Coleslaw is something I have not tried to can before, so the whole concept was new to me, the recipe, and the techniques used. Since the coleslaw would be consumed within a week or so, and the jars would not be going into longer term storage, I decided it was the perfect time to experiment with the Tattler lids I purchased a few years ago. The Tattler lids were a big disappointment, the learning curve is very, very steep. I was confident I could master the skill, but alas, after many failed jars, I realized I had met my match. I gave up and went back to the the 100% reliable one-use, tried-and-true metal canning lids. In four decades of canning , not one metal lid has failed on a canning jar, no food has been lost, not even once. The Tattlers were 80% failure. Experimenting with them was put off until a suitable project presented itself, a project like Canned Coleslaw.

As I sit here writing the jars of coleslaw are waiting on the counter, as they must for at least 12 hours after being removed from the canner. Of course, one was consumed for dinner last night, and it was delicious. Also, the Tattler lid on that jar had sealed, yes! But it must be remembered that many of the Tattler lids in the past sealed, only to loose the seal after a week, two weeks, a month, meaning the jars on which they were used had to be constantly checked every few days. Checking lids every few days is far too labour intensive. But since this coleslaw will be sitting in the cupboard in the kitchen, the task will be easily performed, and is a part of the experiment.

The other experiment in the project was the reuse of a previously used metal canning lid. It sealed! So reusing metal canning lids for products that will be eaten within a few weeks is something that is viable at our house. Of course this is NOT RECOMMENDED practise, I am saying that up front, because it is definitely not considered a safe practise. Still, when needs must, metal one-use lids are expensive, and right now are not even available. I will be keeping a very close eye on that one jar with the used lid!

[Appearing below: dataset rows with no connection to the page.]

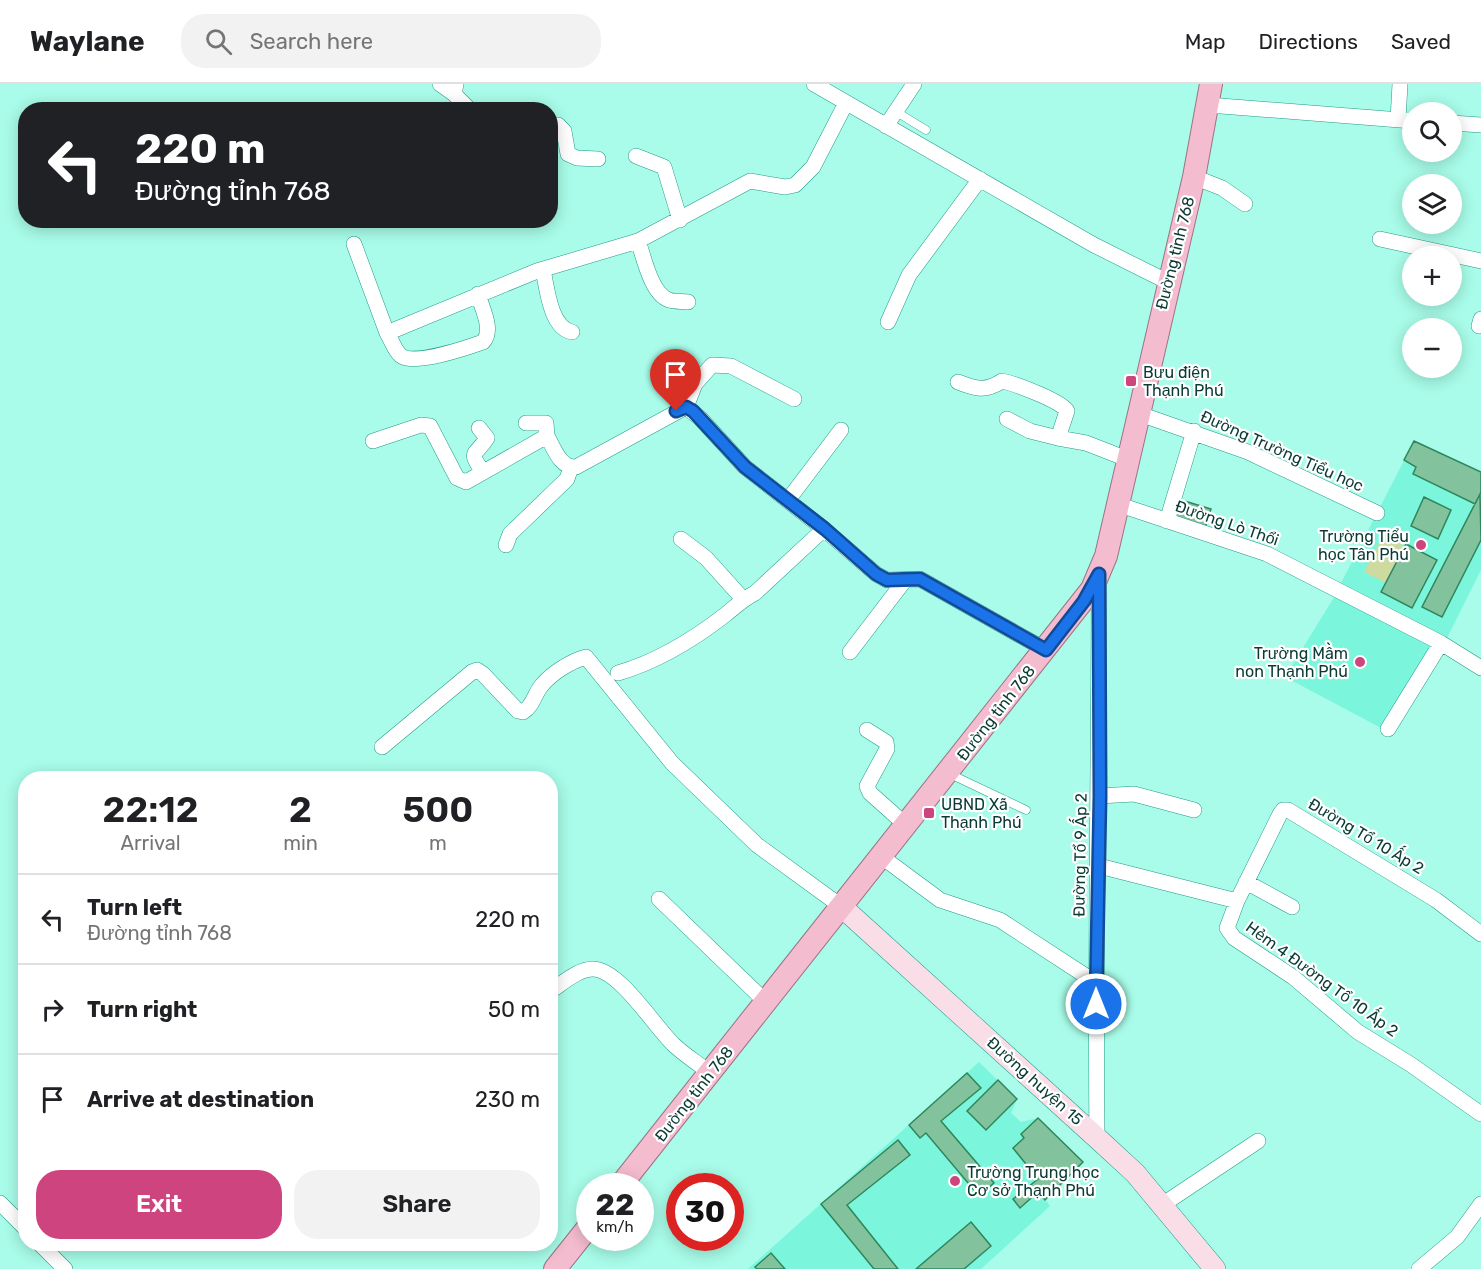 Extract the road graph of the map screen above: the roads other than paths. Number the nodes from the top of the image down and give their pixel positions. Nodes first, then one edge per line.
1 (440, 84) edge
2 (814, 84) edge
3 (914, 84) edge
4 (1400, 84) edge
5 (455, 89) edge
6 (1210, 95) edge
7 (464, 102) edge
8 (1402, 102) edge
9 (846, 103) junction
10 (896, 111) junction
11 (1402, 120) edge
12 (1462, 124) edge
13 (558, 125) edge
14 (1481, 125) edge
15 (886, 126) junction
16 (926, 130) dead end
17 (636, 156) dead end
18 (598, 159) dead end
19 (1194, 177) junction
20 (980, 179) junction
21 (1245, 204) dead end
22 (680, 220) junction
23 (1380, 239) dead end
24 (638, 241) junction
25 (354, 244) dead end
26 (1481, 261) edge
27 (543, 270) junction
28 (1168, 282) junction
29 (478, 294) junction
30 (688, 302) dead end
31 (888, 322) dead end
32 (572, 332) dead end
33 (387, 333) junction
34 (958, 382) dead end
35 (794, 399) dead end
36 (686, 407) junction
37 (1137, 413) junction
38 (1007, 419) dead end
39 (526, 423) dead end
40 (479, 428) dead end
41 (841, 430) dead end
42 (1194, 431) junction
43 (547, 436) junction
44 (1058, 438) junction
45 (373, 441) dead end
46 (1127, 459) junction
47 (572, 467) junction
48 (483, 472) junction
49 (788, 500) junction
50 (1117, 504) junction
51 (1377, 513) dead end
52 (1167, 521) junction
53 (825, 529) junction
54 (681, 539) dead end
55 (506, 545) dead end
56 (1099, 574) junction
57 (905, 580) junction
58 (743, 598) junction
59 (1441, 643) junction
60 (1046, 650) junction
61 (850, 652) dead end
62 (1481, 668) edge
63 (618, 673) dead end
64 (1388, 729) dead end
65 (867, 730) dead end
66 (382, 747) dead end
67 (948, 773) junction
68 (1100, 796) junction
69 (1026, 810) dead end
70 (1194, 810) dead end
71 (907, 826) junction
72 (882, 857) junction
73 (1099, 866) junction
74 (1246, 882) junction
75 (658, 899) dead end
76 (1237, 901) junction
77 (842, 907) junction
78 (1292, 907) dead end
79 (1481, 934) edge
80 (1095, 982) junction
81 (558, 986) edge
82 (766, 1002) junction
83 (710, 1073) junction
84 (1481, 1114) edge
85 (1098, 1138) junction
86 (1258, 1141) dead end
87 (630, 1173) edge
88 (0, 1203) edge
89 (1481, 1204) edge
90 (1162, 1205) junction
91 (18, 1221) edge
92 (576, 1243) edge
93 (46, 1251) edge
94 (61, 1268) edge
95 (555, 1269) edge
96 (1215, 1269) edge
97 (1419, 1269) edge

1 - 5 street
2 - 9 street
3 - 10 street
4 - 8 street
5 - 7 street
6 - 11 street
6 - 19 main road, Đường tỉnh 768
9 - 15 street
9 - 22 street
10 - 15 street
10 - 16 lane
12 - 14 street
13 - 18 street
15 - 20 street
17 - 22 street
19 - 21 street
19 - 28 main road, Đường tỉnh 768
20 - 28 street
20 - 31 street
22 - 24 street
23 - 26 street
24 - 27 street
24 - 30 street
25 - 33 street
27 - 29 street
27 - 32 street
28 - 37 main road, Đường tỉnh 768
29 - 33 street
29 - 33 street
34 - 44 street
35 - 36 street
36 - 47 street
36 - 49 street
37 - 42 street, Đường Trường Tiểu học
37 - 46 main road, Đường tỉnh 768
38 - 44 street
39 - 43 street
40 - 48 street
41 - 49 street
42 - 51 street, Đường Trường Tiểu học
42 - 52 street
43 - 47 street
43 - 48 street
44 - 46 street
45 - 48 street
46 - 50 main road, Đường tỉnh 768
47 - 55 street
49 - 53 street
50 - 52 street, Đường Lò Thổi
50 - 56 main road, Đường tỉnh 768
52 - 59 street, Đường Lò Thổi
53 - 57 street
53 - 58 street
54 - 58 street
56 - 60 main road, Đường tỉnh 768
56 - 68 street, Đường Tổ 9 Ấp 2
57 - 60 street
57 - 61 street
58 - 63 street
59 - 62 street, Đường Lò Thổi
59 - 64 street
60 - 67 main road, Đường tỉnh 768
65 - 71 street
66 - 77 street
67 - 69 lane
67 - 71 main road, Đường tỉnh 768
68 - 70 street
68 - 73 street, Đường Tổ 9 Ấp 2
71 - 72 main road, Đường tỉnh 768
72 - 77 main road, Đường tỉnh 768
72 - 80 street
73 - 76 street
73 - 80 street, Đường Tổ 9 Ấp 2
74 - 76 street, Đường Tổ 10 Ấp 2
74 - 78 street
74 - 79 street, Đường Tổ 10 Ấp 2
75 - 82 street
76 - 84 street, Hẻm 4 Đường Tổ 10 Ấp 2
77 - 82 main road, Đường tỉnh 768
77 - 85 street, Đường huyện 15
80 - 85 street, Đường Tổ 9 Ấp 2
81 - 83 street
82 - 83 main road, Đường tỉnh 768
83 - 87 main road, Đường tỉnh 768
85 - 90 street, Đường huyện 15
86 - 90 street
88 - 91 street
89 - 97 street
90 - 96 street, Đường huyện 15
92 - 95 main road
93 - 94 street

The really, really important aspect of the project is that we LOVE the canned coleslaw. It tastes great, so we will eat it. Other considerations are: cabbage is cheap, the vegetables are all good for us, we leave out the salt so it is sodium-free, it is an instant vegetable side dish or entre, it is easy to preserve, we can grow all of the vegetables required in our small yard, and all of the vegetables are grown in Ontario, so they might be readily available going forward in the new economy.

I will tweak this recipe in several ways. The salt is omitted. The syrup in the recipe was doubled. It was too sweet for us, so the sugar will be reduced, not drastically, but reduced. The important preservative in this canning recipe is the vinegar, so that ingredient stays the same no matter what.

Taking a break from writing, I am just now back from the kitchen. The rings on the Coleslaw jars were removed, and all of the jars sealed. That was good news! The jars were washed to remove any sticky remnants of syrup around the lids or on the jars, and all of the jars are still sealed. That was good news! The jars are lined up at the back of the counter, where I can check the seals on them every day. If a seal fails the jar will go into the refrigerator and if it smells and tastes fine, will be eaten within 24 hours. It is hoped none of the seals will fail. Time will tell.

If I were to give advice to people who are new to canning, this is what I would relate.

First, learn the difference between high acid and low acid foods, this is fundamental to safe canning. The method of canning is different, depending on the acidity of the food you want to can.

High acid foods are most fruits, and canned items like jams, jellies, pickles, and relishes, and can be steam or water bath canned.

Low acid foods are most vegetables, meats, beans and legumes, fish, and many other foods and MUST be pressure canned.

Reliable canning books and online resources have information on what foods are high acid and what foods are low acid, and how to can them safely.

For people canning for families of three or more, intending to can a substantial amount of high acid foods, this larger, stainless steel Victorio Steam Canner is what I would recommend. It Handles 8 pint or 7 quart jars, for canning, AND can also handle 20 quarts of liquid if you use it as a stock pot. It is easy and simple to use, and does not use a lot of water.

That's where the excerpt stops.